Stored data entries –
········

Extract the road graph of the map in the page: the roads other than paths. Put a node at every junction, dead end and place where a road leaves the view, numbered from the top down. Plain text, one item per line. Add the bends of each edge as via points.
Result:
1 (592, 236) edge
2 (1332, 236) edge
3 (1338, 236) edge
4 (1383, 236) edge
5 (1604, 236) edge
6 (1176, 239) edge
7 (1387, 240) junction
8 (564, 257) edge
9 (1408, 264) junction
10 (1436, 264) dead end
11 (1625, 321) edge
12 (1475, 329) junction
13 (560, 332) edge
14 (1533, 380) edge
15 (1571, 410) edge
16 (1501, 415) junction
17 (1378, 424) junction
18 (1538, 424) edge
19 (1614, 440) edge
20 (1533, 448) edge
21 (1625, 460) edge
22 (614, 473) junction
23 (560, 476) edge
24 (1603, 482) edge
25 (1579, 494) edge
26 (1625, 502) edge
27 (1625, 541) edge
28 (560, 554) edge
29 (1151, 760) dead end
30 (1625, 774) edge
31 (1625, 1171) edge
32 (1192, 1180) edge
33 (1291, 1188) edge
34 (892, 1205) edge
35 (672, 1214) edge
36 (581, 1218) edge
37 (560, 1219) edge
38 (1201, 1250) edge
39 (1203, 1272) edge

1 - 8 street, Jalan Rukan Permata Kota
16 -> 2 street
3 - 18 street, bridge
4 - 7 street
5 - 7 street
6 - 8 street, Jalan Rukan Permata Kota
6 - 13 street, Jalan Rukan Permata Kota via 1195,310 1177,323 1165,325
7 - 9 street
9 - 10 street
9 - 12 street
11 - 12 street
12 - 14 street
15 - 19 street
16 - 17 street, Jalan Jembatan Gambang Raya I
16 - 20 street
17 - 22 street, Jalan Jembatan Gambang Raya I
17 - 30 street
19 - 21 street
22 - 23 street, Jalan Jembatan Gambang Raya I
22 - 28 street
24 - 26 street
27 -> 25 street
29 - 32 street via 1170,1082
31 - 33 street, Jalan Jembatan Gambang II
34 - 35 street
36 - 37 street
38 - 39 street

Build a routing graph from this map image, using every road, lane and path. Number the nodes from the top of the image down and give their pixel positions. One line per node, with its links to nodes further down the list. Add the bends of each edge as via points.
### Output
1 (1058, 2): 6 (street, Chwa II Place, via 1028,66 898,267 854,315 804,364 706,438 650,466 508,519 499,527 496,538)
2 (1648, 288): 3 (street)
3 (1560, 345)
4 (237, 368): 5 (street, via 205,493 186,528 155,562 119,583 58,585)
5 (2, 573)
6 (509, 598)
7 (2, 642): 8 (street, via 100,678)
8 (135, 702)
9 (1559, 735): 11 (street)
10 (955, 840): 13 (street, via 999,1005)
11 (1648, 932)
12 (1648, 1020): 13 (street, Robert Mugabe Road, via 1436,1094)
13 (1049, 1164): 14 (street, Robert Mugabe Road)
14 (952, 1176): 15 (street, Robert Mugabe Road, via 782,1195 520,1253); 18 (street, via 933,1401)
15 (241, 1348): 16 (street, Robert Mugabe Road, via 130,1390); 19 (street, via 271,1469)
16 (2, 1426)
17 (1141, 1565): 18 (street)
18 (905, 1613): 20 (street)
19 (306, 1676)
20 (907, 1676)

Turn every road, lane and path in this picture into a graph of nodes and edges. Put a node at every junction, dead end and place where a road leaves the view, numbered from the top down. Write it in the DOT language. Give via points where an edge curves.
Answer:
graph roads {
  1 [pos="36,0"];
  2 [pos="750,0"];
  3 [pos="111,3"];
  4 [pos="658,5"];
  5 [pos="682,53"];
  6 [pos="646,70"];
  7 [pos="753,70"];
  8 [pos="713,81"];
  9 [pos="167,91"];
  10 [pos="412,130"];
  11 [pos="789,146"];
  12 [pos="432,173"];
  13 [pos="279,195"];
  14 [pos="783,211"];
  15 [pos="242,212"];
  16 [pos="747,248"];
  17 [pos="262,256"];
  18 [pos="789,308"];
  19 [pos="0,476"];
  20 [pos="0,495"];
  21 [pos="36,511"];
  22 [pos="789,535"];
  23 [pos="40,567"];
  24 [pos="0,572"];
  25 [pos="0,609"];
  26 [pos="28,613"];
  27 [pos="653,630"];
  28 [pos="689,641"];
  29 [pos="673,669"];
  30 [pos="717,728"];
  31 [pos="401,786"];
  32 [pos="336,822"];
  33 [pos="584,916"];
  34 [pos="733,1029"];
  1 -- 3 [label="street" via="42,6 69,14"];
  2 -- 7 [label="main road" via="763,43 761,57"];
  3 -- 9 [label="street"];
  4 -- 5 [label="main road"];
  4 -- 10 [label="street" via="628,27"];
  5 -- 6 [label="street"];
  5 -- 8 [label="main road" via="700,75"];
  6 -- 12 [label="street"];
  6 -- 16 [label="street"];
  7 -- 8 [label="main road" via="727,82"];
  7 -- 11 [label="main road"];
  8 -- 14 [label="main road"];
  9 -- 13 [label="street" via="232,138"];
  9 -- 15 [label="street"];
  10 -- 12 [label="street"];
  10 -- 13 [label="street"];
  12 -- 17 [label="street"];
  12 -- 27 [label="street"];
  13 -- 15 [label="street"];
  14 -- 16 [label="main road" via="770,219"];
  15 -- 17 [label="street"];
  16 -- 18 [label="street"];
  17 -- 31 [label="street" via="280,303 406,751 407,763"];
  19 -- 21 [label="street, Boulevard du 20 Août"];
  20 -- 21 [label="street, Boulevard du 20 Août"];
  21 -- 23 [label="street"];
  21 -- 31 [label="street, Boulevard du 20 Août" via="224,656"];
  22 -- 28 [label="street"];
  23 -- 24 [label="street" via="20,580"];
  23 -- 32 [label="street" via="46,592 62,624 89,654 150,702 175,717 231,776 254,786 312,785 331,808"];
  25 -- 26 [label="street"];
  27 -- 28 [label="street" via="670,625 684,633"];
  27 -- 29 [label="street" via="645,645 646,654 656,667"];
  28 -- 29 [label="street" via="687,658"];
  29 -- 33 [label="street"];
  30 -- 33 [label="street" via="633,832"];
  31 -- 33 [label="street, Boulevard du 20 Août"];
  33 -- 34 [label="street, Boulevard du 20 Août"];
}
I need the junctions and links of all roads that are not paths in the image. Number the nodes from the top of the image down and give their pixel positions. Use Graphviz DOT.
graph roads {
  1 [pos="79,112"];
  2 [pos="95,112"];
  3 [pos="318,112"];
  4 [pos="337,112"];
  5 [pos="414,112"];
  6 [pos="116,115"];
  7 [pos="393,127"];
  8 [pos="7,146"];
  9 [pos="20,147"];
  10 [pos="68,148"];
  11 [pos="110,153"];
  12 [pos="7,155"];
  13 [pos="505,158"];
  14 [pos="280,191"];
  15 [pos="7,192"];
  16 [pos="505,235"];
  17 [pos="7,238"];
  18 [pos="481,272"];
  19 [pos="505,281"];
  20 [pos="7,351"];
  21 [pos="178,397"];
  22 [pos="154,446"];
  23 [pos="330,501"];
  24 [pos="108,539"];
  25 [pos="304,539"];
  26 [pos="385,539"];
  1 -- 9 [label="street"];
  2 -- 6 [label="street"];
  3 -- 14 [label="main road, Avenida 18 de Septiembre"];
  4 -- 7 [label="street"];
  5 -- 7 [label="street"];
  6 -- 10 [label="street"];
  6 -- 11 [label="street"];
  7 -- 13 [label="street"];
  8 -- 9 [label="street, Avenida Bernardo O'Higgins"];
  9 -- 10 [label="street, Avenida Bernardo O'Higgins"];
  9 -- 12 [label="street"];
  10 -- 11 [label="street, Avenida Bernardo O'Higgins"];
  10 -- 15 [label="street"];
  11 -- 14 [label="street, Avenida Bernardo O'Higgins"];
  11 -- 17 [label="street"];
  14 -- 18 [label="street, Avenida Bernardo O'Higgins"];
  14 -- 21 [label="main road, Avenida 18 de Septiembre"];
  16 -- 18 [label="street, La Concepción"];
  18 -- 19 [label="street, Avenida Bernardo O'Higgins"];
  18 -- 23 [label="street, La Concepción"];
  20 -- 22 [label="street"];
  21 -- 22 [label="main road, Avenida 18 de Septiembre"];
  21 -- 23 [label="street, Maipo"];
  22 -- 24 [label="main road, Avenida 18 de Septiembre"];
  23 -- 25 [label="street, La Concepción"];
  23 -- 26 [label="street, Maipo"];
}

········

ABOUT THIS TASK – Filter the entries above down to the lines containing the word "each".

YOUR RESPONSE –
Extract the road graph of the map in the page: the roads other than paths. Put a node at every junction, dead end and place where a road leaves the view, numbered from the top down. Plain text, one item per line. Add the bends of each edge as via points.
Build a routing graph from this map image, using every road, lane and path. Number the nodes from the top of the image down and give their pixel positions. One line per node, with its links to nodes further down the list. Add the bends of each edge as via points.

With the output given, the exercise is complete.